Brian und Emilia aßen das Curry auf der Küchenbank, Banks saß dabei, trank seinen Wein und unterhielt sich mit ihnen über den Tag. Nach dem Essen räumte Brian auf - ein Ereignis mit Seltenheitswert - und sagte: »Ach, ganz vergessen. Ich habe dir was mitgebracht, Dad.«
»Mir?«, fragte Banks. »Das ist doch nicht nötig.«
»Ist nichts Besonderes.« Brian holte eine Plastiktüte von HMV aus dem Rucksack. »Tut mir leid, ich hatte keine Zeit, es als Geschenk einzupacken.«
Banks zog das Päckchen aus der Tüte. Es war eine DVD: Die Mad Hatters Story. Nach den Angaben auf der Rückseite der Verpackung enthielt sie Bilder aus jeder Phase der Band, auch von der ersten Besetzung mit Vic Greaves und Robin Merchant. »Ist bestimmt interessant«, sagte Banks. »Wollen wir uns die zusammen ansehen?«
»Gerne.«
»Emilia?«
Sie holte ein Buch aus ihrer Umhängetasche, Lolita lesen in Teheran. »Ich nicht«, sagte sie lächelnd. »Ich bin müde. War ein langer Tag. Ich gehe lieber ins Bett und lese noch ein bisschen, dann habt ihr Jungs Zeit für euch.« Sie gab Brian einen Kuss und verabschiedete sich von Banks. »Gute Nacht.«
»Gute Nacht«, sagte Banks. »Ach, bevor du gehst, hättet ihr beide morgen Mittag Lust, mit mir und Annie essen zu gehen? Das heißt, wenn nichts dazwischenkommt?«
Mit fragendem Blick sah Brian Emilia an. Sie nickte. »Gerne«, sagte er und fügte mahnend unter der Bürde vieler gebrochener Versprechen hinzu: »Falls nichts dazwischenkommt.«
»Versprochen. Ihr bleibt doch noch etwas länger, oder?«
»Wenn das in Ordnung ist«, sagte Brian.
»Ja, sicher.«
»Wenn wir dich nicht allzu sehr aus dem Konzept bringen.«
Banks lief rot an. »Nein. Warum solltet ihr ...? Ich meine ...«
Emilia verabschiedete sich noch einmal und ging lächelnd nach oben.

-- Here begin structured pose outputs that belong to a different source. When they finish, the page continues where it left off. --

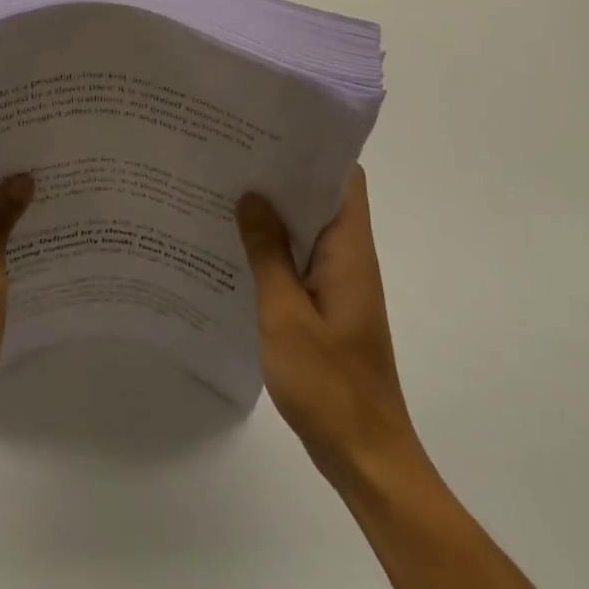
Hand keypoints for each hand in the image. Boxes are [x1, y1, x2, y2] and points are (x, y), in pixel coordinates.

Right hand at [236, 168, 420, 484]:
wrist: (366, 458)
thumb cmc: (330, 385)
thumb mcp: (286, 315)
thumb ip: (268, 253)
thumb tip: (251, 196)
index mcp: (349, 251)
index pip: (344, 179)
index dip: (313, 149)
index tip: (269, 131)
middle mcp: (348, 258)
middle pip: (319, 198)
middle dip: (279, 175)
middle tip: (230, 155)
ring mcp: (337, 284)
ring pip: (305, 230)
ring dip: (271, 212)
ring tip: (222, 190)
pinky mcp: (324, 307)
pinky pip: (297, 260)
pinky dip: (270, 247)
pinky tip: (232, 246)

»Scheint ein nettes Mädchen zu sein«, sagte Banks zu seinem Sohn, als sie außer Hörweite war.
Brian grinste. »Ist sie auch.«
»Ist es ...?«
»Ob es was Ernstes ist?«
»Hm, ja, das meinte ich wohl.«
»Ist noch zu früh, das zu sagen, aber ich mag sie so sehr, dass es mir weh tun würde, wenn sie mich verließe. So wie es in dem Lied heißt.«
»In welchem Lied?«
»In unserem, du Penner. Unsere letzte Single.«
»Ups. Ich kaufe keine Singles.«
»Ich weiß, Dad. Hab dich nur geärgert. Man konnte sie gar nicht auf CD kaufen. Man musste sie von iTunes runterladen.«
»He, Moment mal! Das kann ich inzwischen schon. Ich habe einen iPod. Ich lebe nicht komplett hinterm Mond, weißt du?« Brian lachte und holte eine Dose Bier aus dem Kühlschrank.
Banks schenkte sich etwas Wein nach, dann gingen die beiden ins Medienzimmer.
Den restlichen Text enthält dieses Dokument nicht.